A sample size calculation using salivary melatonin data from a previous study of myopic and nonmyopic young adults [2] indicated 22 participants in each refractive group (power 85%; significance 5%). Given the at-home saliva sampling protocol, target sample sizes were inflated in an attempt to ensure a sufficient number of samples of suitable quality and volume for melatonin analysis that were obtained.

2.3. Sample Collection and Melatonin Analysis

Participants provided an at-home saliva sample on waking on the morning of data collection before attending the Ulster University campus (55°N) for the remainder of data collection. Home or “free-field” collection of saliva is a safe, easily understood, common, and well-recognised methodology used in research and clinical studies [21]. Home collection of saliva allowed participants to provide samples in a controlled environment upon waking without the need for an overnight stay in a sleep laboratory and was consistent with methodology utilised by Flanagan et al. [2].

A saliva collection kit was delivered to each participant. Participants were asked to watch a video demonstrating the gold-standard passive drool collection technique prior to the morning of data collection. Saliva collection instructions aligned with recommendations provided by Salimetrics LCC [22]. Twelve hours prior to providing their saliva sample, participants were asked to drink only water, stay well hydrated, avoid cigarette smoke, aspirin, and anti-inflammatory medications, and avoid eating bananas, chocolate, grapes, cereals, olives, and nuts [23, 24]. On the morning of data collection, participants were asked to refrain from turning on lights or opening curtains to ensure light levels remained as low as possible until saliva collection was complete. Upon waking, participants rinsed their mouths with water and minimised movement, remaining in a seated position. Participants were also asked to refrain from brushing their teeth, chewing gum, and using lip make-up. Ten minutes later, participants tilted their heads forward and let saliva pool on the floor of their mouths before drooling the sample through a SalivaBio Collection Aid (Salimetrics LCC, State College, PA, USA) and into a polypropylene vial. A minimum of 2 ml saliva was deposited. Participants stored their saliva samples in the refrigerator before attending for data collection later that day. Samples were collected from participants and stored at −80°C prior to analysis. Analysis of melatonin was by liquid/liquid extraction and high-performance liquid chromatography tandem mass spectrometry (HPLC-MS/MS).

High performance lipid chromatography was a Shimadzu Nexera XR (Kyoto, Japan), and separation was performed in the gradient mode. Mass spectrometer was an API 4000 triple quadrupole (QQQ) (AB Sciex, Warrington, UK) equipped with a turbo ion spray source. Melatonin powder, ≥98%, was purchased from Sigma-Aldrich (Dorset, UK). Melatonin-d4 (internal standard, ISTD) was purchased from Cambridge Bioscience (Cambridge, UK). All other reagents were from Sigma-Aldrich unless otherwise stated. The bioanalytical method detailed in the supporting information (S1 Appendix) was developed and validated in accordance with the International Council for Harmonisation (ICH) of Technical Requirements for Pharmaceuticals for Human Use guidelines for bioanalytical method validation [25] by the Mass Spectrometry Centre at Ulster University.

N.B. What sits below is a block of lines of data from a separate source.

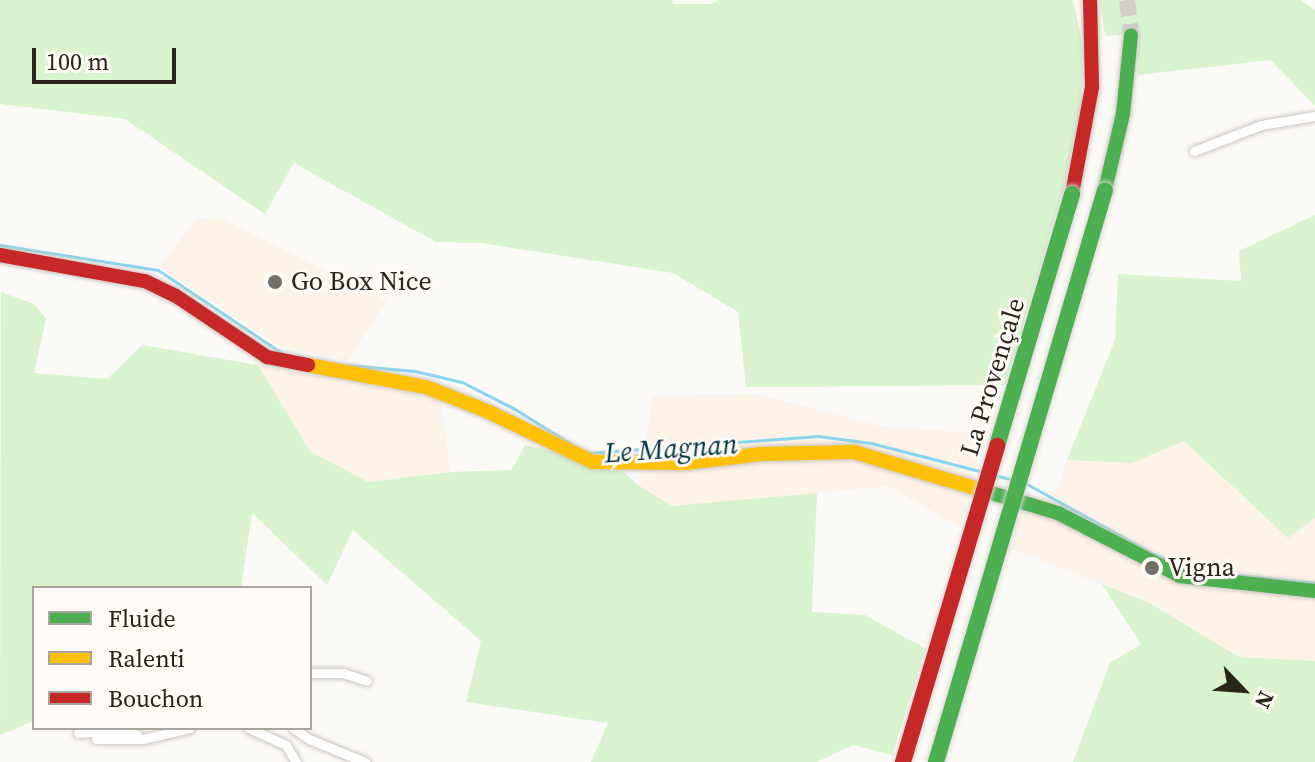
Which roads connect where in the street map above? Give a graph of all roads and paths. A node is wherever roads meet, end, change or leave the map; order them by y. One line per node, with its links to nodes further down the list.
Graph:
1 (1090, 0): 17 (main road, La Provençale, bridge)
2 (1131, 35): 18 (main road, La Provençale, bridge)
3 (1315, 116): 4 (street)
4 (1194, 151)
5 (0, 255): 6 (main road)
6 (1315, 591)
7 (312, 673): 8 (street)
8 (367, 681)
9 (181, 730): 14 (street)
10 (252, 730): 15 (street)
11 (296, 730): 16 (street)
12 (78, 733): 14 (street)
13 (96, 739): 14 (street)
14 (143, 739)
15 (296, 762)
16 (365, 762)
17 (903, 762)
18 (936, 762)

Participants were asked a series of questions on the day of the study visit to confirm they met the eligibility criteria and that the procedure for saliva collection had been followed correctly. Saliva samples were collected and analysed as described above.

2.4. Ocular Measurements

Cycloplegic drops (1 drop of 1% cyclopentolate hydrochloride) were instilled if a recent (within 3 months) cycloplegic refraction result was not available from participation in a previous research study. Thirty minutes following instillation, refractive error, axial length, and corneal curvature were measured using the Oculus Myopia Master (OCULUS, Germany) which was calibrated prior to use. Refractive error was recorded as spherical equivalent refractive error (SER).

Participants completed two self-report questionnaires prior to the study visit: the Pittsburgh Sleep Quality Index (PSQI) and the Physical Activity Questionnaire for Children (PAQ-C). Both questionnaires have been successfully administered in previous research studies involving child participants [26–29] and were used to explore general sleep behaviour and activity levels and the relationship between these parameters and melatonin, SER, and axial length. Given the age of participants, item 8 of the PSQI was modified to remove reference to driving [30].

Parents and guardians of participants were advised that they may assist their child in completing the questionnaires. This may have helped minimise any potential questionnaire-associated recall bias.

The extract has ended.